Gaussian Process Regression from Scratch as Simple as Possible Using Python

Gaussian process regression (GPR) is an interesting technique to predict a single numeric value. Just for hoots, I decided to implement a from-scratch version of the simplest possible example GPR system. My system works but it requires two hyperparameters and the internal kernel function (squared exponential function, aka radial basis function) is hard-coded.

I set up a simple demo problem with five training items like so:

  X = [[1,3], [2,3], [3,2], [4,2], [5,1]]]
  y =  [2.0,   4.0,   1.0,   5.0,   3.0]

The interface of my demo looks like:

  # create model
  gpr_model = GPR(theta=1.0, len_scale=1.0, noise=0)

  # train model
  gpr_model.learn(train_X, train_y)  # copies data by ref

  # use model
  print("Predicting for X = (6.0, 3.0) ")
  X = np.array([[6.0, 3.0]], dtype=np.float64)
  y, std = gpr_model.predict(X)
  print("\nPredicted y = %0.4f with std = %0.4f " % \
    (y, std))

Notice that GPR spits out predicted value(s) and also standard deviation(s) so you get a measure of uncertainty in the prediction.

In a non-demo GPR system, the theta and len_scale values, which are used by the internal kernel function, could be programmatically optimized. However, there is some research that suggests that programmatically optimizing theta and len_scale isn’t always a good idea because it can lead to a massively overfitted model. I’ve seen this effect myself. Briefly, if you have no test data and a small number of training data items, it’s usually best to manually tune the hyperparameters. This is often the case because GPR was designed for very small datasets.

The noise parameter is optional. It actually serves two purposes. First, it discourages the matrix inversion operations from blowing up. This is sometimes called conditioning the matrix. Second, noise adds a form of regularization that discourages model overfitting.

GPR has the reputation of being extremely complicated — and it is. But the demo code is surprisingly short if you can track down the key math equations. My demo was the result of aggregating about two dozen resources I found on the Internet.

The Gaussian process regression prediction equations for the means and variances. The various K symbols are covariances matrices that are made using a kernel function. The three K matrices are made from 1.) Ky: the training data against itself, 2.) K**: the data-to-predict against itself, and 3.) K*: the training data against the data-to-predict.

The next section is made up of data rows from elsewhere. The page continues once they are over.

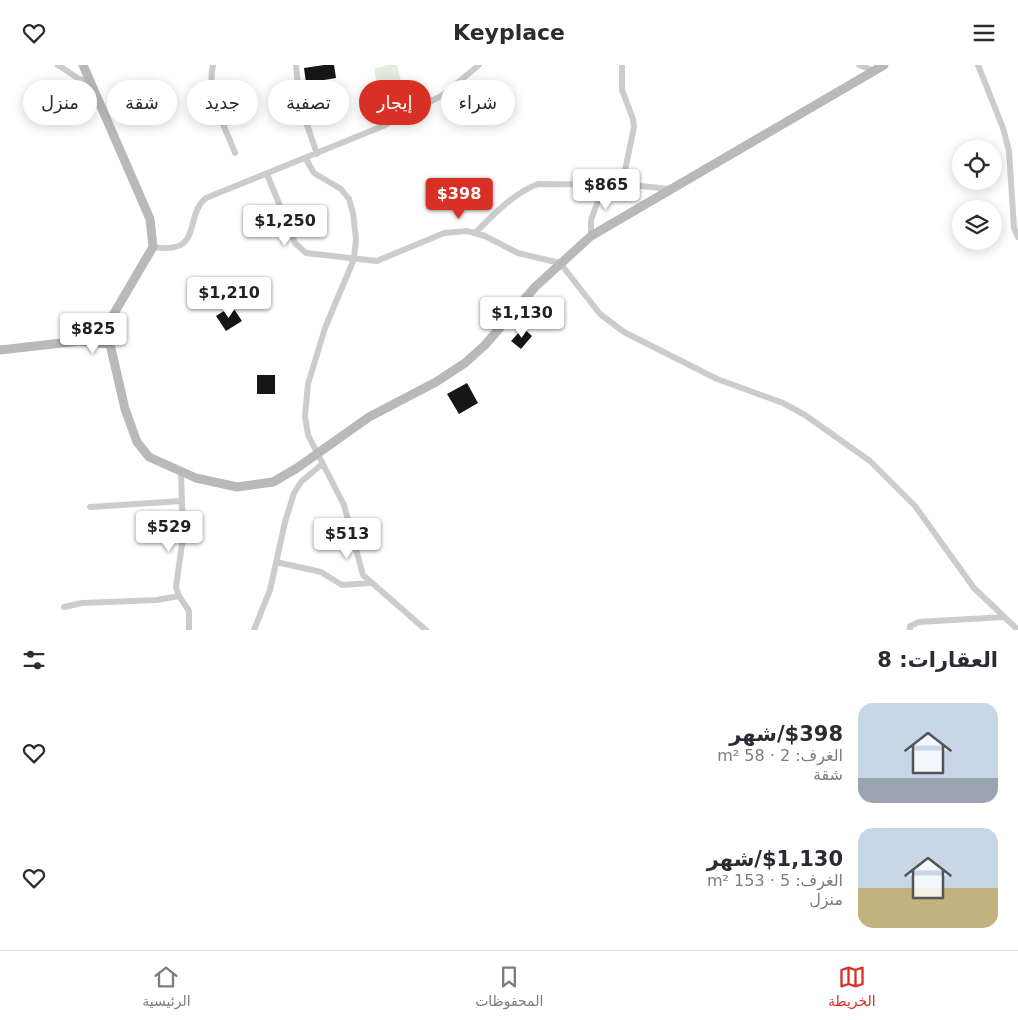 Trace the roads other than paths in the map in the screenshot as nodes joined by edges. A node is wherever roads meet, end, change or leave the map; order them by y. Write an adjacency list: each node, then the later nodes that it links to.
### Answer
1 (58, 65): 11 (street)
2 (83, 65): 12 (main road)
3 (213, 65): 14 (street)
4 (296, 65): 15 (street)
5 (479, 65): 15 (street)
6 (622, 65): 19 (street)
7 (860, 65): 10 (street)
8 (884, 65): 10 (main road)
9 (978, 65): 23 (street)
10 (872, 70): 20 (main road)
11 (85, 80)
12 (90, 80)
13 (97, 95): 24 (main road)
14 (235, 153)
15 (316, 154): 16 (street)
16 (306, 159): 17 (street); 25 (street)
17 (267, 174): 24 (street); 25 (street)
18 (604, 185): 19 (street); 21 (street); 22 (street)
19 (622, 185): 20 (street)
20 (670, 189): 22 (main road)
21 (476, 233): 25 (street); 26 (street)
22 (591, 236): 26 (main road)
23 (1018, 237)
24 (153, 247): 27 (main road)
25 (354, 259): 31 (street)
26 (560, 263): 31 (main road); 40 (street)
27 (108, 331): 28 (main road); 29 (main road)
28 (79, 341): 29 (main road); 30 (main road)
29 (110, 344): 33 (main road)
30 (0, 350)
31 (316, 454): 32 (street); 33 (main road)
32 (322, 464): 36 (street); 37 (street)
33 (181, 473): 34 (street)
34 (182, 501): 35 (street); 38 (street)
35 (90, 507)
36 (276, 562): 37 (street); 42 (street)
37 (370, 583): 43 (street)
38 (179, 595): 39 (street); 41 (street)
39 (64, 607)
40 (1004, 617): 44 (street); 45 (street)
41 (188, 630)
42 (254, 630)
43 (426, 630)
44 (910, 630)
45 (1018, 630)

Extending the demo involves programmatically optimizing the theta and len_scale hyperparameters. This can be done in several ways. For example, the scikit library uses L-BFGS to minimize the log-likelihood of the training data. This is a lot of code if implemented from scratch — I estimate about four times as much code as the basic demo. Furthermore, I’m moderately skeptical that this idea is a good one. Another approach would be to set up arrays of possible values for theta and len_scale, then do a grid search to find the combination that gives the smallest root mean squared error. I will put this idea on my personal TODO list.

Very interesting stuff.

Shadow photography is an art form where shadows are projected onto the target subject. In my opinion, the key to a successful result is fine-tuning the balance of the amount of shadows projected and the geometry of the shadows. Here are three nice examples by Solve Sundsbo.

Demo code:

# synthetic_gpr_io.py
# Gaussian process regression with hard-coded kernel function
#  and hard-coded kernel parameters

import numpy as np

# -----------------------------------------------------------

class GPR:
  def __init__(self, theta, len_scale, noise):
    self.theta = theta  # used by kernel function
    self.len_scale = len_scale  # kernel function
    self.noise = noise   # avoids inverse() blow-up
    self.train_X = None  # supplied by learn()
    self.train_y = None
    self.inv_covar_mat = None  # needed in predict()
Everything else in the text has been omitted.